The Large Hadron Collider, now in its second operational phase, may be the most powerful particle collider ever built and it may smash together billions of protons per second like it's not even a thing, but the latest hint of a new particle comes courtesy of the predecessor to the LHC's predecessor. This is according to a paper posted Friday to the arXiv preprint server by a physicist named Arno Heister who had worked on the ALEPH experiment at the Large Electron-Positron collider (LEP), which formerly occupied the LHC's 27-kilometer tunnel.
The LEP collider was constructed in 1989 and later upgraded (in 1995) to the LEP II. It has several claims to fame, including further refinements to the masses of the W and Z bosons and a would-be hint of the Higgs boson. Surely the project's resulting data has been analyzed and analyzed again by now, but Heister offers an intriguing reconsideration—one that yields a small anomalous signal in the 30 GeV mass range. Is this data bump real, or is it just a statistical artifact?
Bumps like this are generally how new particles are found in collision experiments. Two particles are smashed together at extreme energies and the result is an energetic shower of particle byproducts; you might imagine pairs of wine glasses impacting dead-on at bullet speeds. Statistics describing these post-collision particle showers are collected over time and then analyzed for unknown quantities.
LEP was built to analyze the decays of one particular sort of particle: the Z boson. Z bosons mediate the weak force—the fundamental force that governs radioactive decay. As they're produced in collisions between electrons and positrons, the Z bosons themselves decay into other particles. So, what the LEP is ultimately observing is a decomposition of the weak force itself—an observation that it achieved at much higher energies than were ever before possible.
The bump in question:
Data from LEP and its four detectors (including ALEPH) was indeed analyzed and reanalyzed at the time, but Heister's new analysis is coming at things from a new perspective. Crucially, this is a perspective that allows for "hidden valley" models, which only began appearing in the years following LEP's shutdown in 2000.

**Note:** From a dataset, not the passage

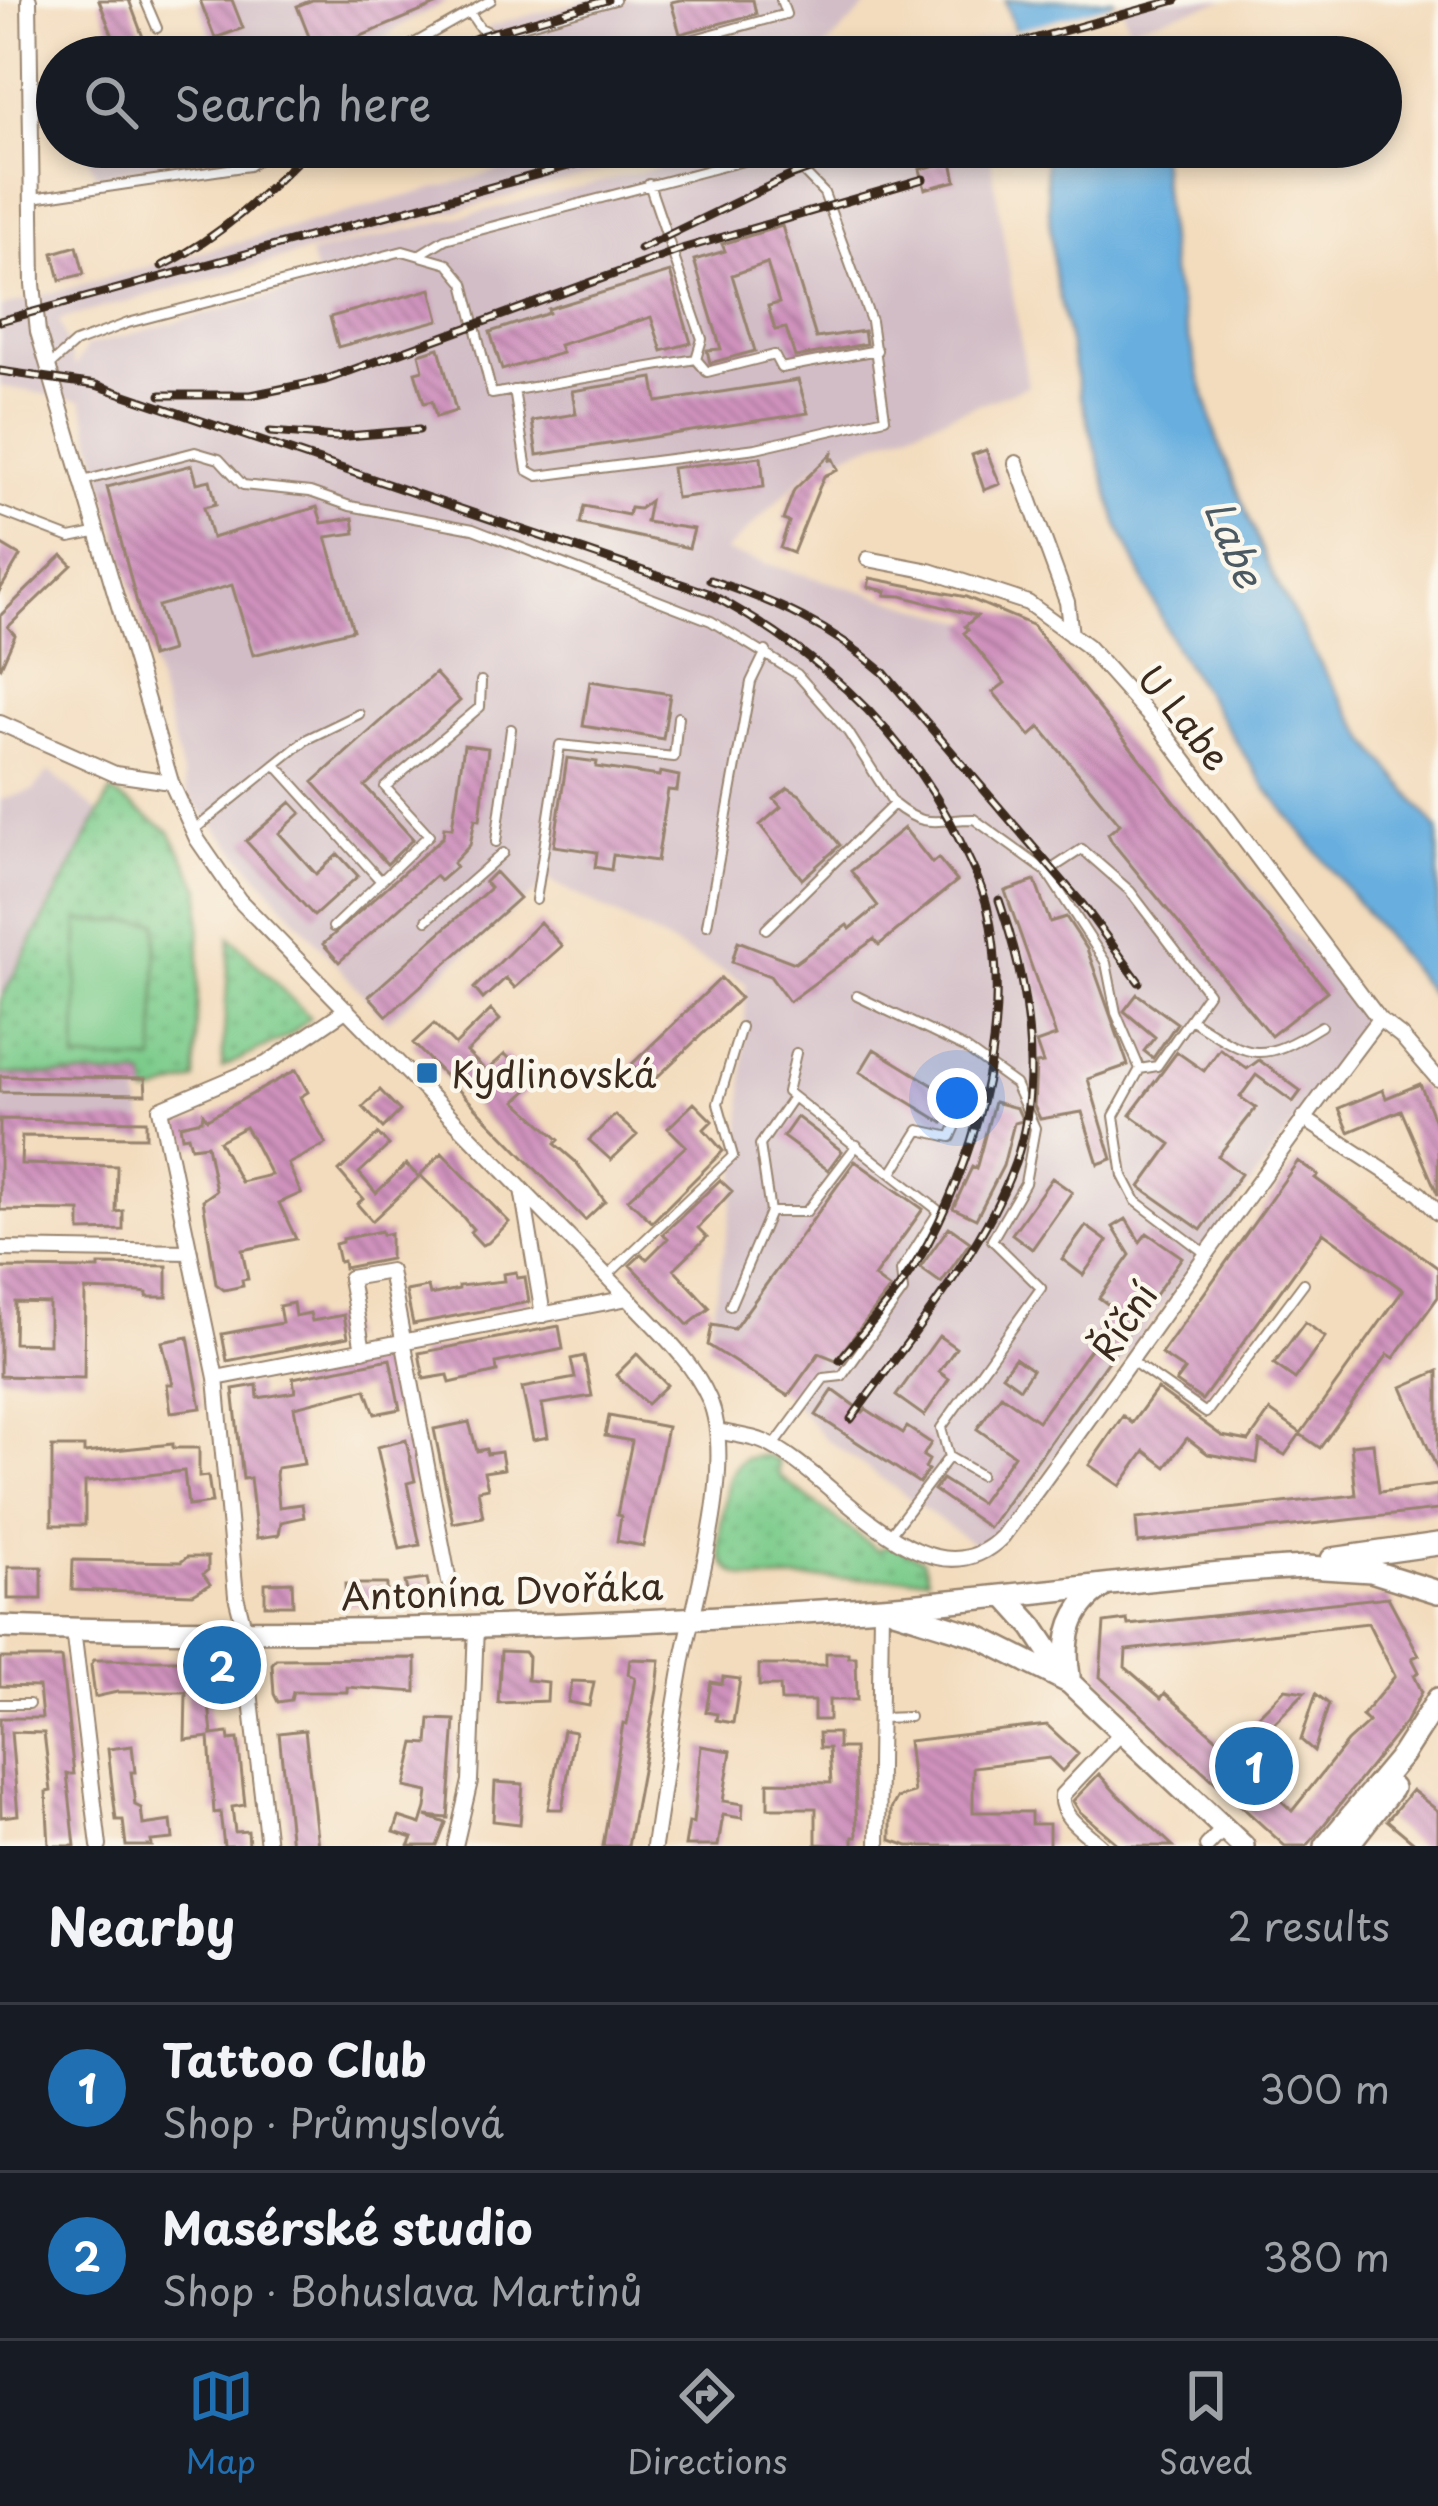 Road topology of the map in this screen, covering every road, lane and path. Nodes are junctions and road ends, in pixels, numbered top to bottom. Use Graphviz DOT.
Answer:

The hidden valley idea came courtesy of two physicists, Matt Strassler and Kathryn Zure. In a blog post published Friday discussing Heister's results, Strassler explains: "Hidden Valleys are theories with a set of new forces and low-mass particles, which, because they aren't affected by the known forces excepting gravity, interact very weakly with the known particles. They are also often called 'dark sectors' if they have something to do with dark matter."
It's only when hidden valleys are allowed that Heister's bump appears, which is why it shows up only now. It should be cautioned that the statistical significance for the bump is small. Many a would-be discovery has been nullified by additional data and this is no exception. Still, given the current sense of bleakness among many physicists in the absence of New Physics at the LHC, it's a welcome hint.
"Though we should be skeptical that today's paper on ALEPH data is the first step toward a major discovery," Strassler concludes, "at minimum it is important for what it indirectly confirms: that searches at the LHC are far from complete, and that discoveries might lie hidden, for example in rare Z decays (and in rare decays of other particles, such as the top quark.) Neither ATLAS, CMS nor LHCb have ever done a search for rare but spectacular Z particle decays, but they certainly could, as they recently did for the Higgs particle; and if Heister's excess turns out to be a real signal, they will be seen to have missed a huge opportunity."